Time magazine has named "The Silence Breakers," representing people who came forward to report sexual misconduct, as its Person of the Year.
It's a recognition of the cultural reckoning this year and the #MeToo movement, which represents the people, mostly women, who have fueled a worldwide discussion about sexual harassment and assault.
"This reckoning appears to have sprung up overnight. But it has actually been simmering for years, decades, centuries," Time's story said.
"These silence breakers have started a revolution of refusal, gathering strength by the day, and in the past two months alone, their collective anger has spurred immediate and shocking results: nearly every day, CEOs have been fired, moguls toppled, icons disgraced.
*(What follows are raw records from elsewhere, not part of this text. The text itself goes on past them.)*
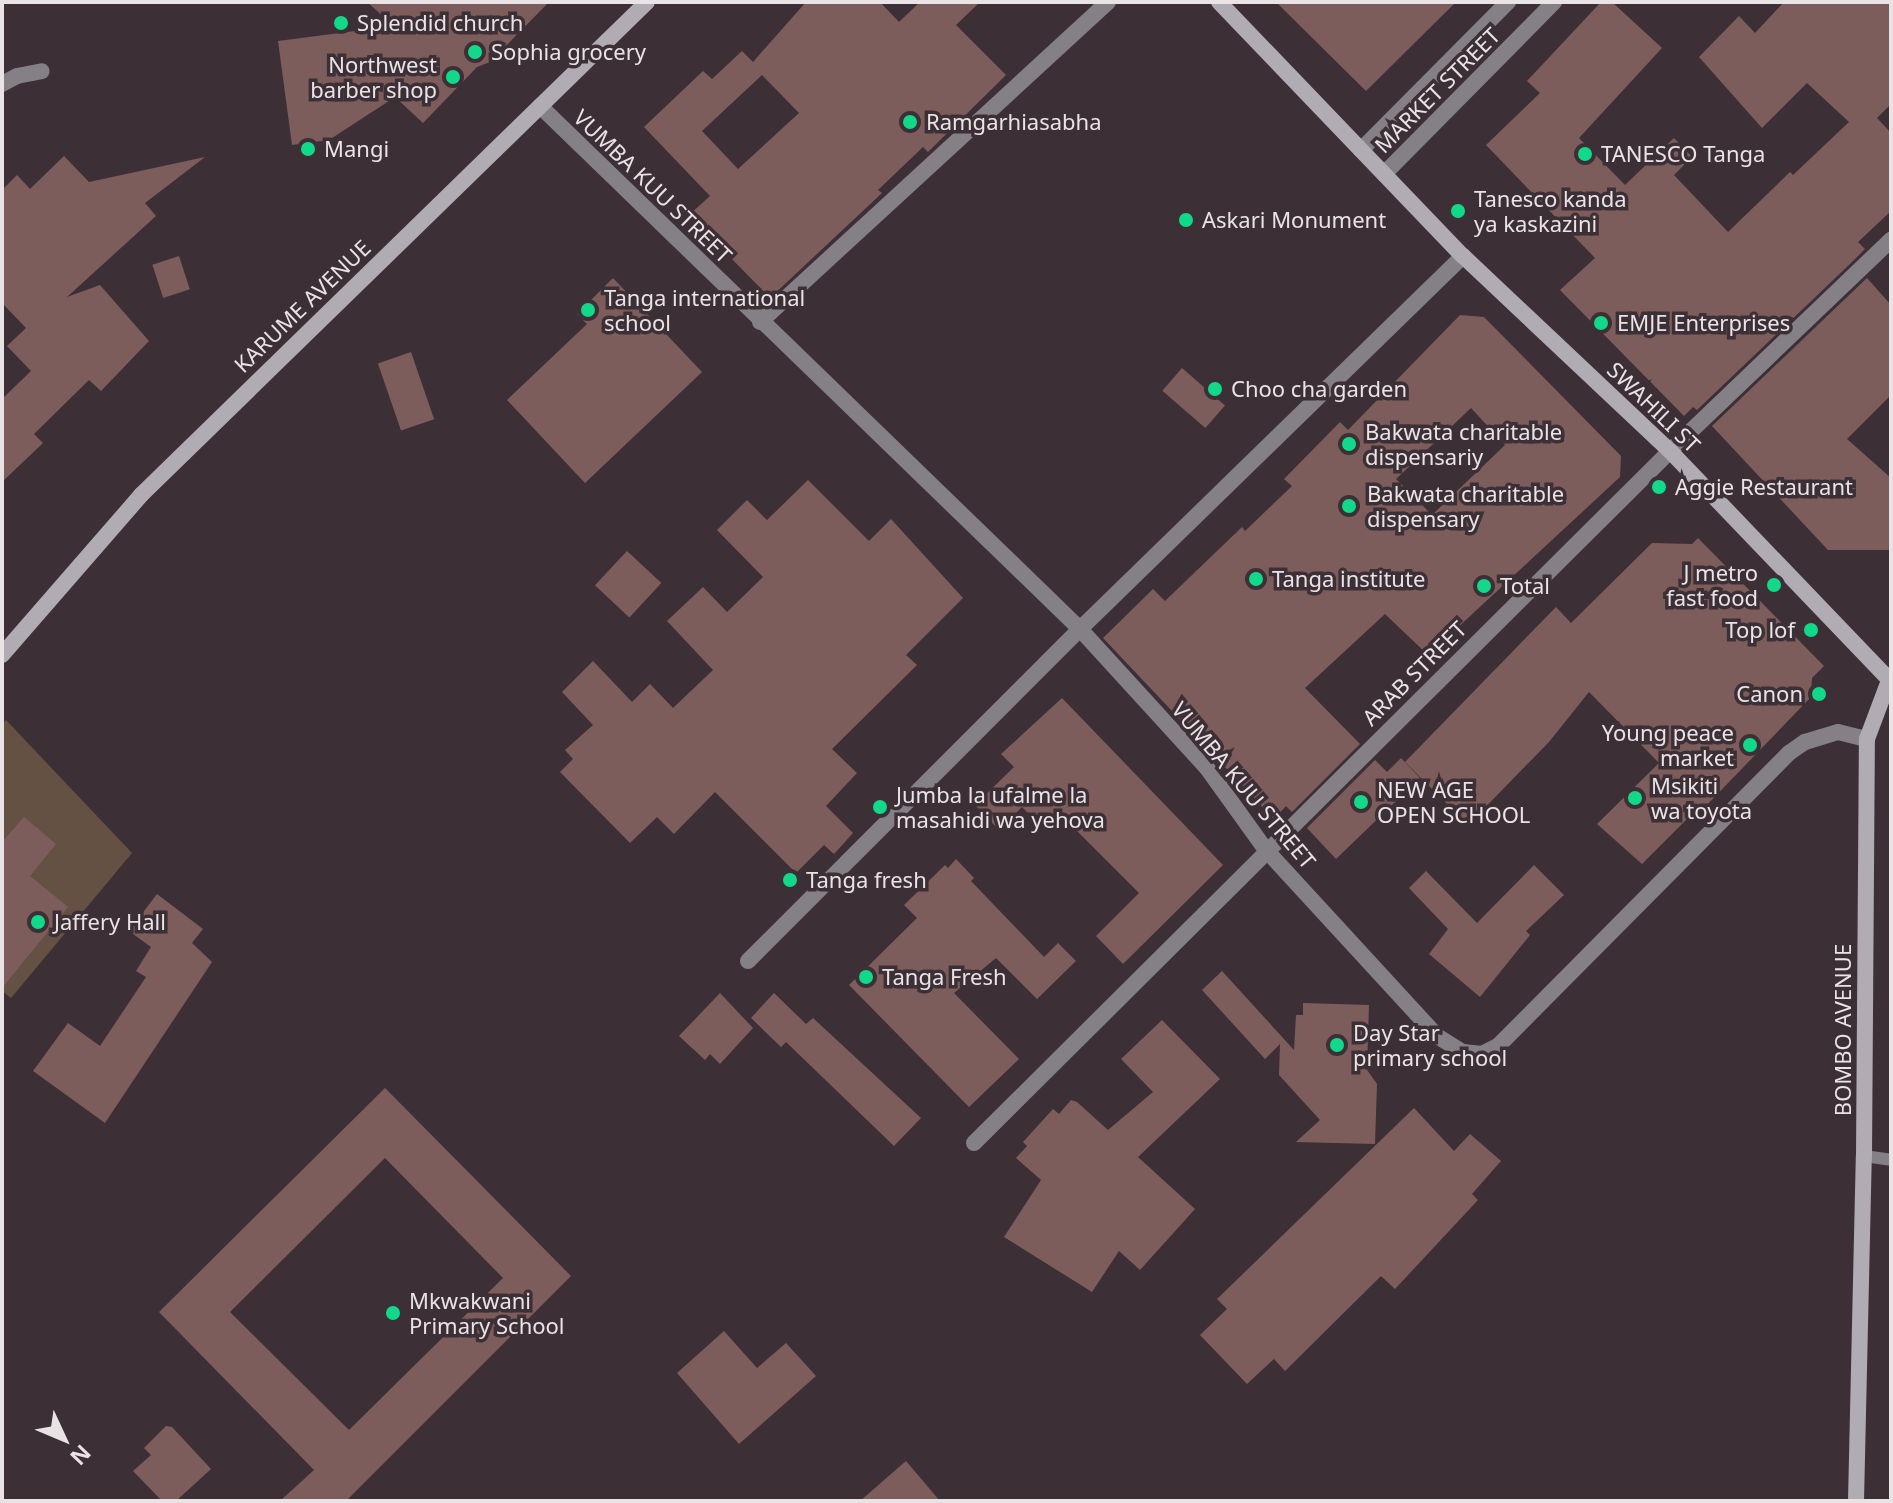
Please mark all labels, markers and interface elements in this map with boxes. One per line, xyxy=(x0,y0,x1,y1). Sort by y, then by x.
place label: Splendid church xyxy=(357,10,523,36)
marker: Splendid church xyxy=(332,14,350,32)
street label: MARKET STREET xyxy=(1369,22,1505,158)
place label: Sophia grocery xyxy=(491,39,646,65)
marker: Sophia grocery xyxy=(466,43,484,61)
place label: Northwest barber shop xyxy=(310,51,437,102)
marker: Northwest barber shop xyxy=(444,68,462,86)
street label: VUMBA KUU STREET xyxy=(568,104,738,268)
place label: Ramgarhiasabha xyxy=(926,109,1102,135)
marker: Ramgarhiasabha xyxy=(901,113,919,131)
place label: Mangi xyxy=(324,136,389,162)
marker: Mangi xyxy=(299,140,317,158)
place label: TANESCO Tanga xyxy=(1601,141,1765,167)
marker: TANESCO Tanga xyxy=(1576,145,1594,163)
place label: Tanesco kanda ya kaskazini xyxy=(1474,185,1627,236)
marker: Tanesco kanda ya kaskazini xyxy=(1449,202,1467,220)
place label: Askari Monument xyxy=(1202,207,1386,233)
marker: Askari Monument xyxy=(1177,211,1195,229)
street label: KARUME AVENUE xyxy=(228,234,376,378)
place label: Tanga international school xyxy=(604,284,805,336)
marker: Tanga international school xyxy=(579,301,597,319)
place label: EMJE Enterprises xyxy=(1617,310,1790,336)
marker: EMJE Enterprises xyxy=(1592,314,1610,332)
street label: SWAHILI ST xyxy=(1602,356,1706,458)
place label: Choo cha garden xyxy=(1231,376,1407,402)
marker: Choo cha garden xyxy=(1206,380,1224,398)
place label: Bakwata charitable dispensariy xyxy=(1365,418,1562,470)
marker: Bakwata charitable dispensariy xyxy=(1340,435,1358,453)
place label: Aggie Restaurant xyxy=(1675,474,1853,500)
marker: Aggie Restaurant xyxy=(1650,478,1668,496)
place label: Bakwata charitable dispensary xyxy=(1367,480,1564,532)
marker: Bakwata charitable dispensary xyxy=(1338,495,1360,517)
place label: J metro fast food xyxy=(1666,559,1758,610)
place label: Tanga institute xyxy=(1272,566,1425,592)
marker: Tanga institute xyxy=(1247,570,1265,588)
place label: Total xyxy=(1500,573,1550,599)
marker: J metro fast food xyxy=(1765,576,1783,594)
marker: Total xyxy=(1475,577,1493,595)
street label: ARAB STREET xyxy=(1356,615,1472,731)
place label: Top lof xyxy=(1725,617,1795,643)
marker: Top lof xyxy=(1802,621,1820,639)
place label: Canon xyxy=(1736,681,1803,707)
marker: Canon xyxy=(1810,685,1828,703)
street label: VUMBA KUU STREET xyxy=(1167,696,1321,874)
place label: Young peace market xyxy=(1602,719,1734,770)
marker: Young peace market xyxy=(1741,736,1759,754)
place label: Msikiti wa toyota xyxy=(1651,772,1752,824)
place label: NEW AGE OPEN SCHOOL xyxy=(1377,776,1530,828)
place label: Jumba la ufalme la masahidi wa yehova xyxy=(896,781,1105,832)
marker: Msikiti wa toyota xyxy=(1626,789,1644,807)
marker: NEW AGE OPEN SCHOOL xyxy=(1352,793,1370,811)
marker: Jumba la ufalme la masahidi wa yehova xyxy=(871,798,889,816)
place label: Tanga fresh xyxy=(806,867,927,893)
marker: Tanga fresh xyxy=(781,871,799,889)
place label: Jaffery Hall xyxy=(54,909,166,935)
marker: Jaffery Hall xyxy=(29,913,47,931)
street label: BOMBO AVENUE xyxy=(1830,944,1856,1116)
place label: Tanga Fresh xyxy=(882,964,1007,990)
marker: Tanga Fresh xyxy=(857,968,875,986)
place label: Day Star primary school xyxy=(1353,1019,1507,1070)
marker: Day Star primary school xyxy=(1328,1036,1346,1054)
place label: Mkwakwani Primary School xyxy=(409,1287,565,1338)
marker: Mkwakwani Primary School xyxy=(384,1304,402,1322)
north arrow xyxy=(24,1399,104,1479)
text: N xyxy=(64,1439,98,1473)

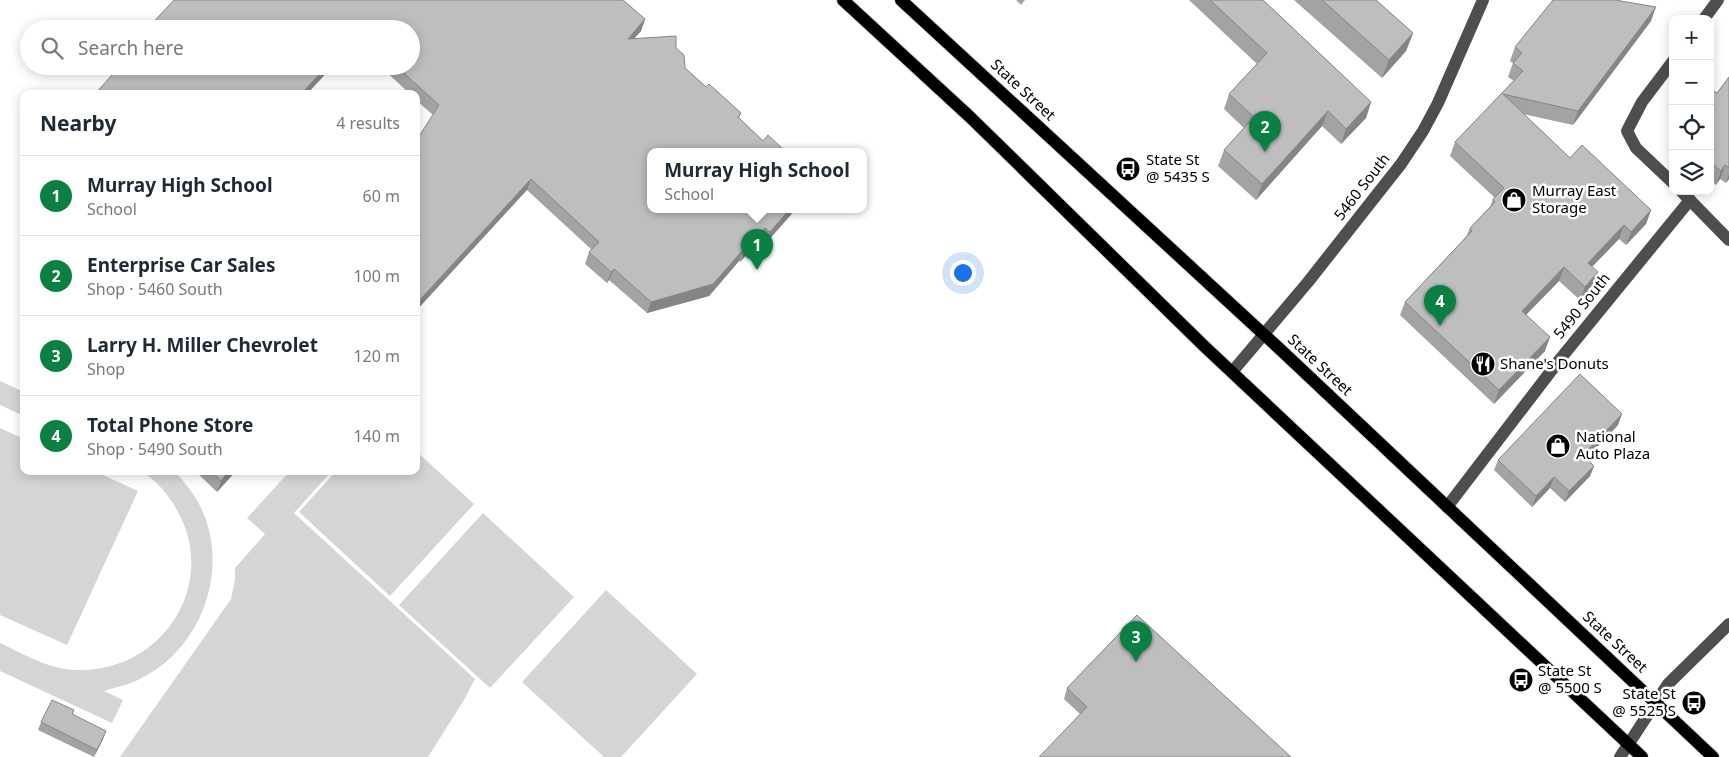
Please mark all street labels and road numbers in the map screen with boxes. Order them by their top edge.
street label: State Street [987,54,1061,125]
street label: 5460 South [1329,149,1394,224]
street label: 5490 South [1548,268,1614,343]
street label: State Street [1284,329,1358,400]
street label: State Street [1579,606,1653,677]

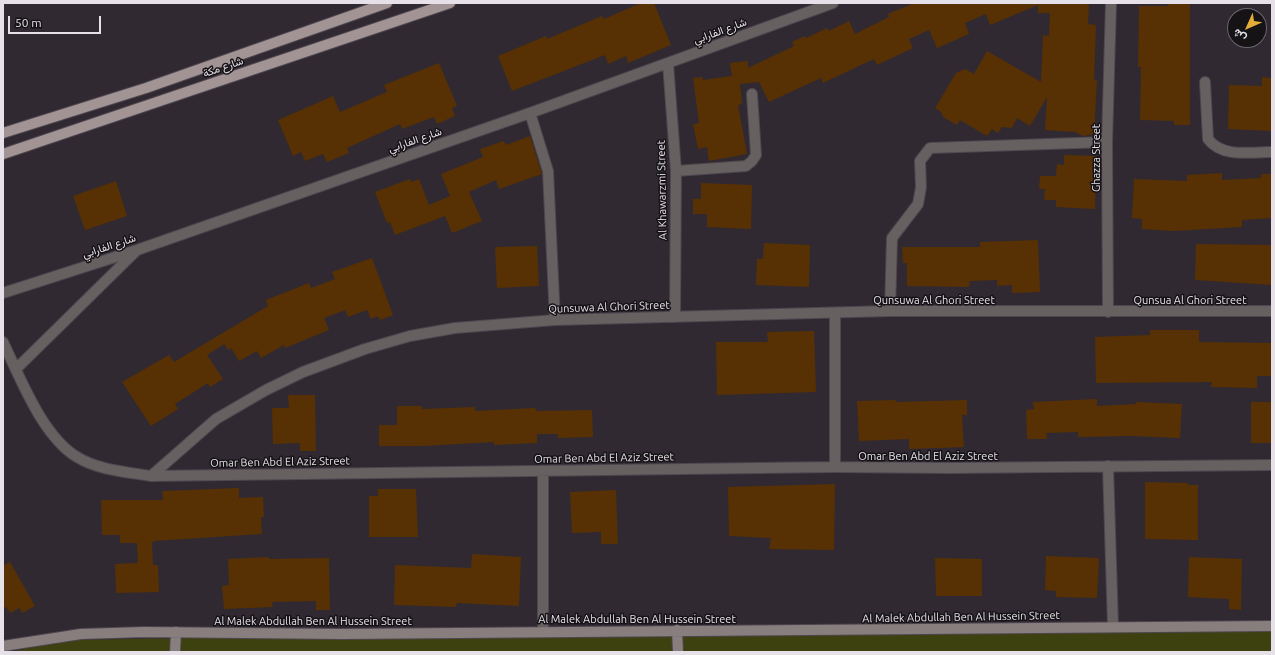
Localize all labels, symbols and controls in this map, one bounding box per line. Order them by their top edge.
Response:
scale bar [10,8,103,34]
north arrow [1227,8,1267,48]
street label: شارع الفارابي [692,15,748,47]
text: 50 m [15,16,42,29]
text: ش [1230,27,1248,45]
street label: شارع مكة [201,54,245,80]
street label: Ghazza Street [1089,124,1103,192]
street label: شارع الفارابي [387,125,443,155]
street label: Al Khawarzmi Street [655,140,669,240]
street label: شارع الفارابي [80,231,138,261]
street label: Qunsuwa Al Ghori Street [873,293,995,307]
street label: Qunsua Al Ghori Street [1134,293,1246,307]
street label: Qunsuwa Al Ghori Street [548,298,670,316]
street label: Omar Ben Abd El Aziz Street [858,449,998,463]
street label: Omar Ben Abd El Aziz Street [534,450,674,466]
street label: Omar Ben Abd El Aziz Street [210,454,350,470]
street label: Al Malek Abdullah Ben Al Hussein Street [862,609,1060,625]
street label: Al Malek Abdullah Ben Al Hussein Street [538,612,736,626]
street label: Al Malek Abdullah Ben Al Hussein Street [214,614,412,628]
In some cases, criminal charges have been brought."
Time's editor-in-chief, Edward Felsenthal, announced the pick Wednesday morning on NBC's "Today."
"It became a hashtag, a movement, a reckoning," Felsenthal wrote in an explanation published on Time's website. "But it began, as great social change nearly always does, with individual acts of courage."
The choice was inspired in part by the #MeToo hashtag, which was created more than a decade ago by the activist Tarana Burke. It took off last month when a slew of high-profile men were publicly accused of sexual misconduct, beginning with Hollywood producer Harvey Weinstein.
The actor Alyssa Milano tweeted the phrase in mid-October, telling her followers: "If you've been sexually harassed or assaulted write 'me too' as a reply to this tweet." When she woke up the next day, more than 30,000 people had used #metoo, according to Time.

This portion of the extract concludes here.